One little glitch: He tapped a class roster taped to the window in one classroom entryway. Over the children’s names was the heading “Second grade.”
The principal winced an “oops” and took it down.
At Central High School, Principal Linda Collins shouted over cheering students a message that could apply to the whole district on its opening day.
“Put the past behind you, because that’s a good place for it,” she said.
Students had stepped off of buses to back-thumping hugs, high-fives and smiles.
Some, like junior Keylynn Dixon, wondered how well the year would go with Central students now mixed with students who had gone to other high schools.
Some, like 16-year-old Trenton Lapsley, were excited to join friends in a school with new leaders and new teachers.
“I’ve been waiting for this day,” he said.
The students cheered as Collins rallied them in Central’s field house.
“You are young and you are gifted and you are talented and you are bright,” she shouted.
Collins said she would not tolerate bad behavior, and to prove it she called out two boys who talked through her presentation.
“We need to have a come-toJesus meeting,” Collins told the boys, who were sent to her office. There, Collins scolded the boys and said their behavior was rude. The two apologized, promised to do better and asked for “a fresh start.”

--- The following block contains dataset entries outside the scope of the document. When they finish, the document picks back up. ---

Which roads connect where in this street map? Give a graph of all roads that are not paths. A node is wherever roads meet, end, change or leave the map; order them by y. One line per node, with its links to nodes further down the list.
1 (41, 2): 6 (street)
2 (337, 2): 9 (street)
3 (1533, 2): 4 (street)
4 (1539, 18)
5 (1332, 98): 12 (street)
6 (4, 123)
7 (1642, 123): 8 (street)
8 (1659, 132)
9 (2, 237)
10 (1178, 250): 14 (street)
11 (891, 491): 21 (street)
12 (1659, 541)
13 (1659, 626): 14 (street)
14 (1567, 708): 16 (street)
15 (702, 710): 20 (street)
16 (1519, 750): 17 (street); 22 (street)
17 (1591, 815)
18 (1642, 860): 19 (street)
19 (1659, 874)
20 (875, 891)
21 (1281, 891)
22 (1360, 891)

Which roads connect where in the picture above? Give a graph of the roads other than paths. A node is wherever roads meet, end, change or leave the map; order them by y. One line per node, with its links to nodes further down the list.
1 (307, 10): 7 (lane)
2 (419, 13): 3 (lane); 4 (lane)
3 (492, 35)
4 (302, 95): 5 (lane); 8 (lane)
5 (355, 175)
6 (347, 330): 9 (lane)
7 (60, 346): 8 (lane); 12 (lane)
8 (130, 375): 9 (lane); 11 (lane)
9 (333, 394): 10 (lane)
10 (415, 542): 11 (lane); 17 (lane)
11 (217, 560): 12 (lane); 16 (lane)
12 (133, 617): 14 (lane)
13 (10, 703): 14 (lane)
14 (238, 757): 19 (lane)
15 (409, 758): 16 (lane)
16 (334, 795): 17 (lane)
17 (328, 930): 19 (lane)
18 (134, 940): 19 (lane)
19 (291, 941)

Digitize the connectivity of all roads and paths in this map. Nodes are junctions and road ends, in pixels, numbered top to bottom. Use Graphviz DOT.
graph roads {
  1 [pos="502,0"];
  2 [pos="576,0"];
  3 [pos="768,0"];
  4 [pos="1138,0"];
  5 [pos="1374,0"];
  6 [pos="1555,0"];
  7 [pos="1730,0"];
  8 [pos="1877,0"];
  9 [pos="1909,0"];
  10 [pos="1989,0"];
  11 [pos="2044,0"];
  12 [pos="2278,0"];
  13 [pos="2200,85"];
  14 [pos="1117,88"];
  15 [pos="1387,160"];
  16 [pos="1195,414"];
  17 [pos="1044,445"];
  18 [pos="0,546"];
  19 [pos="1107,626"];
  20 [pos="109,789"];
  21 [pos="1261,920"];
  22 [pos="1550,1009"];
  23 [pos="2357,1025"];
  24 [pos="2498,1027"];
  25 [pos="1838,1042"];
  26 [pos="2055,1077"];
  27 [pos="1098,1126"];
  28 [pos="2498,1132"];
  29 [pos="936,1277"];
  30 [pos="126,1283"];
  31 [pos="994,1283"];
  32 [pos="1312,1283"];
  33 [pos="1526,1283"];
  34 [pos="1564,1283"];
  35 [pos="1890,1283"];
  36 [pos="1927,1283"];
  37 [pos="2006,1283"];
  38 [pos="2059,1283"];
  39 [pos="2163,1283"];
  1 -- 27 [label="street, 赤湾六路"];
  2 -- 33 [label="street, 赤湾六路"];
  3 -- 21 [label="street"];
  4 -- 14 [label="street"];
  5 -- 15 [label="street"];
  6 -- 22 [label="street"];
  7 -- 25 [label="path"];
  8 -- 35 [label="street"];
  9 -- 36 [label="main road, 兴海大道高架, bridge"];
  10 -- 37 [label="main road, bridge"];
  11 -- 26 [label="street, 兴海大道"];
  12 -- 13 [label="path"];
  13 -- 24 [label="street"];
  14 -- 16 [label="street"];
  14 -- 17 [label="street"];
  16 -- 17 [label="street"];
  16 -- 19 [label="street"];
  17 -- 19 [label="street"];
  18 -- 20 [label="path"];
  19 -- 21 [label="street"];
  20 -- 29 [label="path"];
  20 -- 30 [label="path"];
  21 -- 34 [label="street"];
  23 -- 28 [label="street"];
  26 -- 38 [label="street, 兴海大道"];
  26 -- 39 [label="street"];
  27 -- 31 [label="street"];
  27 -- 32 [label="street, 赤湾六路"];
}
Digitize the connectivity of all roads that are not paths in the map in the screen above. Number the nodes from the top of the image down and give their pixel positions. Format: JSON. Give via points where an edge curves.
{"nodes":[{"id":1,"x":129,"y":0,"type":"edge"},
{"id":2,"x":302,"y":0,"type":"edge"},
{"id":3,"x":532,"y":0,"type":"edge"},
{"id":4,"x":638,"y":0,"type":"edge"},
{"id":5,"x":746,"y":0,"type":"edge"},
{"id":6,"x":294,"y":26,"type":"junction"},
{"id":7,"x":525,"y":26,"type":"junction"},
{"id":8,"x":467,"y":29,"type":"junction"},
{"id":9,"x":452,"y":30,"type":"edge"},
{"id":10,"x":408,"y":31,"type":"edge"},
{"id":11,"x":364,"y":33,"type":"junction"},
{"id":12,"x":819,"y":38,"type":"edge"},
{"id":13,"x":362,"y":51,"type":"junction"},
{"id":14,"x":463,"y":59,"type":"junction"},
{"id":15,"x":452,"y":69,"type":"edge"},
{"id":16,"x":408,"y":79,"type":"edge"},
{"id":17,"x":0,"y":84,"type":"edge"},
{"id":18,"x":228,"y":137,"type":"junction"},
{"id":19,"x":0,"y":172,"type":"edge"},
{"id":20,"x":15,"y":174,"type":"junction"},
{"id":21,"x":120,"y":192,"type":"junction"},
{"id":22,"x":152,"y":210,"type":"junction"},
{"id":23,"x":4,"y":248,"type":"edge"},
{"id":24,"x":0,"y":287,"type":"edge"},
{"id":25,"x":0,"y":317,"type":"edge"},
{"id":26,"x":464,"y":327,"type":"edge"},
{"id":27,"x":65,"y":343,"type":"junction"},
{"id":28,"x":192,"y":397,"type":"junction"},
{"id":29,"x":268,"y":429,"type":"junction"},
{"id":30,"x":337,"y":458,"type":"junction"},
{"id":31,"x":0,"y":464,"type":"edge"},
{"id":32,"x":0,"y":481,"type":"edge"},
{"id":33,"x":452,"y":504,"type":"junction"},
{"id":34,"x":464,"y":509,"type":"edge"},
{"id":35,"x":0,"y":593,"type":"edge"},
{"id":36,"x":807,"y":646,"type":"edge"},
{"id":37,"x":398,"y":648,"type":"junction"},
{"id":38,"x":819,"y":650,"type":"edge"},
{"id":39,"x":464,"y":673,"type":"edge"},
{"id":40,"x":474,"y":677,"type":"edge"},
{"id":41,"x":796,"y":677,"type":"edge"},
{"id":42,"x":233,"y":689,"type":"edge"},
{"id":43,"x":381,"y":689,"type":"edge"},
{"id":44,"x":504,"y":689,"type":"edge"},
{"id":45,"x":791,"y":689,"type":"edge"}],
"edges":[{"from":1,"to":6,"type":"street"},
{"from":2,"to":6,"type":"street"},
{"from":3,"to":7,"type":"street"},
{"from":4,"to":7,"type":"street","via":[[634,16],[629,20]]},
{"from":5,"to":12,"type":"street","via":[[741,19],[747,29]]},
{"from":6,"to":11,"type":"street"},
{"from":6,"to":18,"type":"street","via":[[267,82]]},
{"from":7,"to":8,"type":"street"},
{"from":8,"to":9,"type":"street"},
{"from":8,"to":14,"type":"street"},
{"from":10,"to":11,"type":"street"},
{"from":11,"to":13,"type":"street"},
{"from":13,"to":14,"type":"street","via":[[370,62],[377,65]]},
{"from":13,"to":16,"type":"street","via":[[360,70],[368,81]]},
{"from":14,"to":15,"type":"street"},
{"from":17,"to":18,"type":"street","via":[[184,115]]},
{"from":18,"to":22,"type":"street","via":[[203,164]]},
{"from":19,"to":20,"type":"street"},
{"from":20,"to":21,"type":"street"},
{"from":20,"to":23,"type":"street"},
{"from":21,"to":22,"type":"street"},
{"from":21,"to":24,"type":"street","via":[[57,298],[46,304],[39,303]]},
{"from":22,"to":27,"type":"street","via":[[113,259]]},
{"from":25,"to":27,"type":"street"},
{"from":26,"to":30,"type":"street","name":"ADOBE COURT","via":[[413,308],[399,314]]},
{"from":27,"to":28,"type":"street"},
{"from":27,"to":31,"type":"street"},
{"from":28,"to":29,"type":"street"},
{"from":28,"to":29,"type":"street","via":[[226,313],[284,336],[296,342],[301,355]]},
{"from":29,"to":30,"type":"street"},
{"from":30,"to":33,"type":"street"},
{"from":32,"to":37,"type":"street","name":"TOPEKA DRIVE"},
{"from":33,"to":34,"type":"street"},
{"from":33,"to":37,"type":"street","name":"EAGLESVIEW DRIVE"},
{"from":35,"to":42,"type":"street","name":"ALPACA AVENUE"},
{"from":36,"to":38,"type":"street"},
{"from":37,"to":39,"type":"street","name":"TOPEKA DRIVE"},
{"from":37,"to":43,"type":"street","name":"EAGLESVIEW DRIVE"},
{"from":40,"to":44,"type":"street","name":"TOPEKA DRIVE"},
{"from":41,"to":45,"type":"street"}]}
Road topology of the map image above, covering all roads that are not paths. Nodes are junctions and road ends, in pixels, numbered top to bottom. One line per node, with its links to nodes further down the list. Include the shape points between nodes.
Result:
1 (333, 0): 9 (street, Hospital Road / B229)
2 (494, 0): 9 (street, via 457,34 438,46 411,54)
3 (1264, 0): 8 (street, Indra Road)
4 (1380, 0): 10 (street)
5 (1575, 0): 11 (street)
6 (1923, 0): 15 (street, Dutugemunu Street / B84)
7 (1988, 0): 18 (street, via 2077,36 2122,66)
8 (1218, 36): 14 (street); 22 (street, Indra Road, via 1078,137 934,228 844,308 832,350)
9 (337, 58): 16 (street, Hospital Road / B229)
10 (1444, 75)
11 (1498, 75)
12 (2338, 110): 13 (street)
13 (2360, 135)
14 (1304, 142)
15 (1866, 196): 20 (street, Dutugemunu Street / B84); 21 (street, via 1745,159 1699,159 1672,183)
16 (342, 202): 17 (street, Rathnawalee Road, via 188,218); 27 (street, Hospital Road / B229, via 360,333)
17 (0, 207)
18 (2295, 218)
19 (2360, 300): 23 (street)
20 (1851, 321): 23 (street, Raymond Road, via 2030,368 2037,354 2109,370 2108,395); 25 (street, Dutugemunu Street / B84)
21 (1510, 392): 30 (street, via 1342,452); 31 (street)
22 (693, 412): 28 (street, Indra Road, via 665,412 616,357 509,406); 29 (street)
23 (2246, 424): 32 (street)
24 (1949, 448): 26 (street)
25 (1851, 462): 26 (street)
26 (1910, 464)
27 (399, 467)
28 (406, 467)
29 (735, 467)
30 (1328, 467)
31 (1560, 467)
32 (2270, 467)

“This is going to be a good year,” Collins said after sending them off to their first class. “But we have to press boundaries on them here. We have to let them know, this ain’t the old Central.”
On the opening day of school at Banneker Elementary, arriving pupils, including 5-year-old Danaja Riggins, received bus tags for their wrists, in this case from librarian Diedre Stratton. The tags would help later in the day for the return home.